Ramadan with Diabetes

Controlling your blood sugar levels through Ramadan

  • It is advisable to test your blood sugar levels more often than normal through Ramadan.
  • Be aware of the symptoms of high and low blood sugar.
  • Have your testing kit ready if you notice you may be either too high or low on sugar.
  • If you are taking blood glucose lowering medication, make sure you have a form of quickly absorbed sugar with you.
  • See below for which foods are good options for eating at Iftar (the break of fasting).

Foods to eat at Iftar (the fast-breaking meal)

When the hours of daylight of over at dusk the fasting period is broken until dawn. It is important for people with diabetes to eat enough to keep nourished but to keep to healthy foods.

Carbohydrates provide a lot of energy but can be less good for blood sugar levels, particularly for people with type 2 diabetes. Carbohydrates with a low glycaemic index such as brown rice, full grain bread and vegetables are better options than white rice, non-full grain bread or potatoes.

Sweets may be popular dishes at Iftar but are not good for blood sugar levels. If you wish to consume sweets or ‘white carbohydrates’, it may be best to stick to much smaller portions of these.
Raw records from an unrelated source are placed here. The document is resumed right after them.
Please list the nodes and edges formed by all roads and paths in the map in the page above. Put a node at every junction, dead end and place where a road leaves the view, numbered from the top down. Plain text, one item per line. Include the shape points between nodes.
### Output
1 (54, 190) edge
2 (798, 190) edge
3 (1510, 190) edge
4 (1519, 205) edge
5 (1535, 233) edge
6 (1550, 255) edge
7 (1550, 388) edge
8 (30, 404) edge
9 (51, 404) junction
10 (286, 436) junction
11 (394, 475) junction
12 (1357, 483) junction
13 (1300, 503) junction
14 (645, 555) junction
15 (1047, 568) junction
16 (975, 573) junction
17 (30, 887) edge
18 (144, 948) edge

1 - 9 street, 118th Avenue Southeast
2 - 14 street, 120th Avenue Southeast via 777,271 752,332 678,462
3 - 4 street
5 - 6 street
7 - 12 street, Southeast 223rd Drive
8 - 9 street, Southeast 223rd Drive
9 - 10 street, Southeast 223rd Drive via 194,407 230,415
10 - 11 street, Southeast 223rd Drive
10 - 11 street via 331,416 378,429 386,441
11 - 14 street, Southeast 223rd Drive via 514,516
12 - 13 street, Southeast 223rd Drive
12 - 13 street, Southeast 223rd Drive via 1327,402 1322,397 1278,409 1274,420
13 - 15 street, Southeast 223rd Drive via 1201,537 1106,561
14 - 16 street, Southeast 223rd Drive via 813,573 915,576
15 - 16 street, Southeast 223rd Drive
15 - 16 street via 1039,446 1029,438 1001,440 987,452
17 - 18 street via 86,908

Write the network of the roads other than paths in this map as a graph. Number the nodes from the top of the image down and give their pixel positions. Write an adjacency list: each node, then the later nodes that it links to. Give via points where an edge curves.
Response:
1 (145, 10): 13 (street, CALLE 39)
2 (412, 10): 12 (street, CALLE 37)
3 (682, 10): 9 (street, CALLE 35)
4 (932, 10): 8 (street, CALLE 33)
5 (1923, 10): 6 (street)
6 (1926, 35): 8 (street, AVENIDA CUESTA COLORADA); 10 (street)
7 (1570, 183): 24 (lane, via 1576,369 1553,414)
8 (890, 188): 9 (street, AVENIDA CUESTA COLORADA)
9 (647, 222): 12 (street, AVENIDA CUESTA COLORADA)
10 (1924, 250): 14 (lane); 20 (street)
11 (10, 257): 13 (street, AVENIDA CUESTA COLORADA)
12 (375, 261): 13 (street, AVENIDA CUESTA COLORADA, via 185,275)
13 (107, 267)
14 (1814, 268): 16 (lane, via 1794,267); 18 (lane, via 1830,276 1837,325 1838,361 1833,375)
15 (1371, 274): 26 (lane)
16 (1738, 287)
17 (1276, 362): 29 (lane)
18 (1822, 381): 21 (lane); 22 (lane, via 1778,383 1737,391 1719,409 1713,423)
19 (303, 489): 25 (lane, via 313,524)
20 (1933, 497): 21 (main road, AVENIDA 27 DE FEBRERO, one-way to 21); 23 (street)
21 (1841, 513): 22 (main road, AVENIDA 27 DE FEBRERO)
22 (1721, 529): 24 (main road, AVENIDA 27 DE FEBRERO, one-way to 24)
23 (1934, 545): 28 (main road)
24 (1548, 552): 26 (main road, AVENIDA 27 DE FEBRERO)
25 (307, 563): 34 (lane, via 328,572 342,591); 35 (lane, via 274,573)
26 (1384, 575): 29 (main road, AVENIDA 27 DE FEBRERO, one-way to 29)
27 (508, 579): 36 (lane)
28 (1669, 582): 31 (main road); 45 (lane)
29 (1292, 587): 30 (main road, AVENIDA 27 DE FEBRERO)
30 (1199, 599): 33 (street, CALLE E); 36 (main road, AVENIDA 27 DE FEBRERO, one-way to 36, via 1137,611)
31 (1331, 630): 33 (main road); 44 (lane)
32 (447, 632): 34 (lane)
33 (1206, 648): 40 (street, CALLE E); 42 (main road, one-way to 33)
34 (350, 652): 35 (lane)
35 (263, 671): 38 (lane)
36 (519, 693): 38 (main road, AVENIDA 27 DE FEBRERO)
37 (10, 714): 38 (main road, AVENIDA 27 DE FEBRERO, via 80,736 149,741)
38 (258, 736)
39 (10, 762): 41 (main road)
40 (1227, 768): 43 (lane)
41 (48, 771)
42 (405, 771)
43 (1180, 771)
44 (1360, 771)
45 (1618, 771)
If your blood sugar levels become considerably raised as a result of these meals, it may be best not to continue with the fasting.

Protein is a good source of energy and is more slowly absorbed than carbohydrate. People with signs of kidney damage should seek the advice of their doctor before significantly increasing the amount of protein they eat.

Nuts, oily fish, avocados, olives and olive oil are excellent sources of energy and they help to increase your HDL (good cholesterol).

These options are a great way to get the energy you need whilst keeping your blood sugar levels under control.